Le Château de Barbe-Bleue ou la traversée du miroir

Opéra de Lyon, Le château de Barbe-Bleue. Photographie © Stophlet.

Deuxième volet du Festival « Femmes libres ? » de l’Opéra de Lyon, la production du Château de Barbe-Bleue de Bela Bartók repousse très loin les limites de ce qu’il est « permis » de montrer sur une scène d’opéra et elle était du reste annoncée comme « déconseillée au moins de 16 ans ».
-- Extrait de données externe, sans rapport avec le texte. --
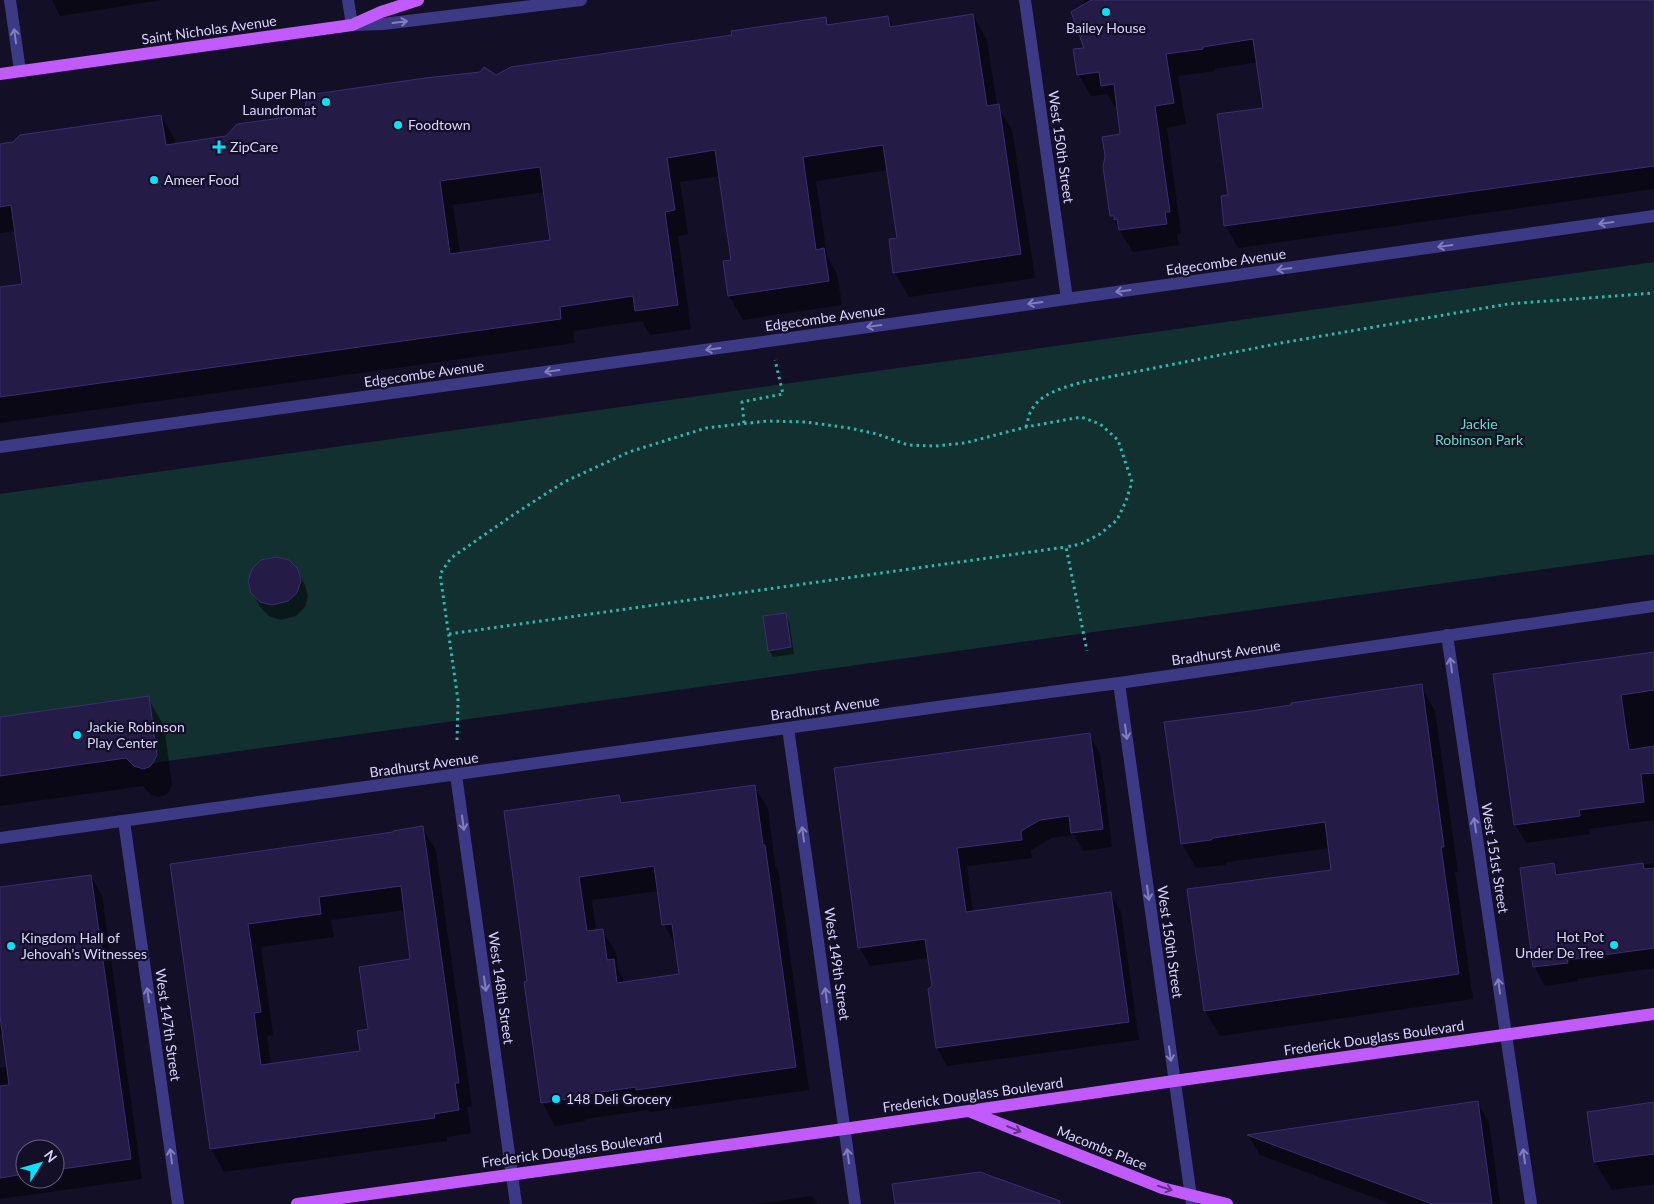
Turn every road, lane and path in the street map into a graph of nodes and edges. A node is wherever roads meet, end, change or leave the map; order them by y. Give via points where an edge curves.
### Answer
1 (10, 0) edge
2 (348, 0) edge
3 (418, 0) edge
4 (580, 0) edge
5 (1025, 0) edge
6 (352, 25) junction
7 (20, 71) junction
8 (0, 74) edge
9 (1654, 216) edge
10 (1654, 293) edge
11 (1067, 299) junction
12 (771, 341) junction
13 (744, 422) junction
14 (1026, 427) junction
15 (0, 448) edge
16 (1066, 547) junction
17 (1654, 606) edge
18 (449, 634) junction
19 (1447, 635) junction
20 (1087, 651) dead end
21 (1119, 683) junction
22 (788, 728) junction
23 (457, 740) dead end
24 (456, 775) junction
25 (124, 821) junction
26 (0, 838) edge
27 (1654, 1014) edge
28 (1507, 1034) junction
29 (1174, 1080) junction
30 (968, 1111) junction
31 (844, 1129) junction
32 (512, 1174) junction
33 (1191, 1200) edge
34 (178, 1204) edge
35 (297, 1204) edge
36 (516, 1204) edge
37 (855, 1204) edge
38 (1227, 1204) edge
39 (1531, 1204) edge

7 -> 1 street
2 - 6 street
3 - 6 main road, Saint Nicholas Avenue
6 -> 4 street
5 - 11 street, West 150th Street
6 - 7 main road, Saint Nicholas Avenue
7 - 8 main road, Saint Nicholas Avenue
9 -> 11 street, Edgecombe Avenue
10 - 14 path via 1508,304 1281,343 1083,382 1056,390 1036,404
11 -> 12 street, Edgecombe Avenue
12 - 13 path via 783,394 742,402
12 -> 15 street, Edgecombe Avenue
13 - 14 path via 806,422 877,434 908,445 935,446 965,443
13 - 18 path via 706,428 629,452 564,482 451,558 440,574
14 - 16 path via 1080,417 1100,424 1118,440 1128,466 1132,482 1117,520 1100,534 1081,544
16 - 18 path
16 - 20 path
17 - 19 street, Bradhurst Avenue
18 - 23 path via 458,700
19 - 21 street, Bradhurst Avenue
28 -> 19 street, West 151st Street
21 - 22 street, Bradhurst Avenue
21 -> 29 street, West 150th Street
22 - 24 street, Bradhurst Avenue
31 -> 22 street, West 149th Street
24 - 25 street, Bradhurst Avenue
24 -> 32 street, West 148th Street
25 - 26 street, Bradhurst Avenue
34 -> 25 street, West 147th Street
27 - 28 main road, Frederick Douglass Boulevard
28 - 29 main road, Frederick Douglass Boulevard
39 -> 28 street, West 151st Street
29 - 30 main road, Frederick Douglass Boulevard
29 - 33 street, West 150th Street
30 - 31 main road, Frederick Douglass Boulevard
30 -> 33 main road, Macombs Place
31 - 32 main road, Frederick Douglass Boulevard
37 -> 31 street, West 149th Street
32 - 35 main road, Frederick Douglass Boulevard
32 - 36 street, West 148th Street
33 - 38 main road, Macombs Place

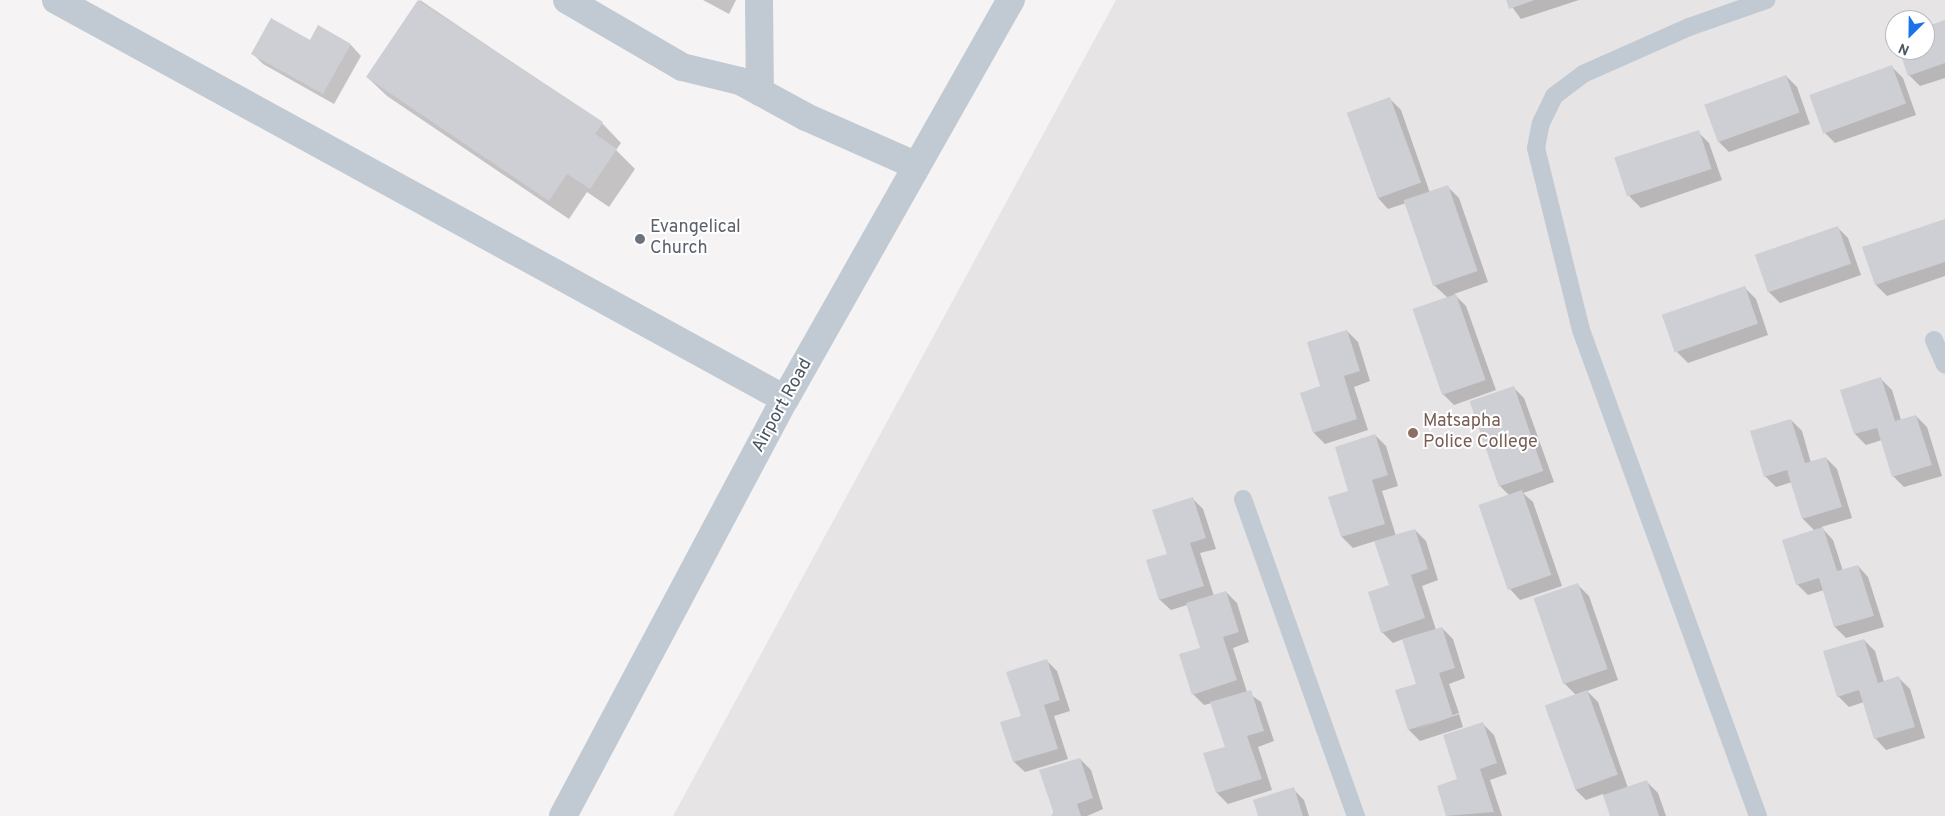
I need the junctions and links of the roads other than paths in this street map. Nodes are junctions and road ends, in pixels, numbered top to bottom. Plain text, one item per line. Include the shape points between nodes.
1 (56, 0) edge
2 (567, 0) edge
3 (759, 0) edge
4 (1011, 0) edge
5 (1766, 0) edge
6 (760, 92) junction
7 (918, 166) junction
8 (1934, 340) dead end
9 (1945, 365) edge
10 (785, 399) junction
11 (1243, 499) dead end
12 (563, 816) edge
13 (1356, 816) edge
14 (1758, 816) edge

1 - 10 street
2 - 6 street via 682,67 740,81
3 - 6 street
4 - 7 street, Airport Road
5 - 14 lane via 1689,27 1583,74 1554,96 1541,123 1536,148 1581,330
6 - 7 street via 806,118
7 - 10 street, Airport Road
8 - 9 lane
10 - 12 street, Airport Road
11 - 13 lane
Le metteur en scène Andri y Zholdak y propose en effet un spectacle en deux parties dont la première consiste en une exploration de l’inconscient du personnage masculin, dans une vision d’une crudité extrême. Dominée par la violence physique et psychologique, les scènes de sexe les plus explicites, elle se déroule dans un décor d’appartement monté sur une tournette en perpétuel mouvement qui montre un salon, une cuisine sordide et une salle de bains paradoxale, où s’agitent des créatures fantomatiques, les femmes mortes de Barbe-Bleue, parmi lesquelles figure un homme, et auxquelles il a adjoint deux vieilles dames dont une boiteuse et un couple d’hommes homosexuels entre deux âges dont rien ne nous est caché de la sexualité. Tout cela, filmé en direct, sera réutilisé dans la deuxième partie pour illustrer la progression de Judith à travers la psyché de Barbe-Bleue, cette fois, de façon allusive comme autant de bribes d’imaginaire, dans le décor arrêté d’un corridor aux portes multiples, entre deux miroirs et qui s’ouvre en un gouffre béant sur le cosmos et sur la nuit. Car c’est peut-être là le choix le plus audacieux du metteur en scène : faire jouer deux fois l’opéra dans deux approches plutôt complémentaires avec deux héroïnes féminines différentes. La première, incarnée de façon époustouflante par Eve-Marie Hubeaux, erre angoissée dans un cauchemar où, dans son désir amoureux de tout connaître de la libido de Barbe-Bleue, elle se perd jusqu’à disparaître après sa traversée du miroir, tandis que la seconde, Viktoria Karkacheva, puissante et imperturbable dans son désir de tout savoir, semble assumer son destin et sa disparition comme une victoire, l’une victime et l’autre bourreau.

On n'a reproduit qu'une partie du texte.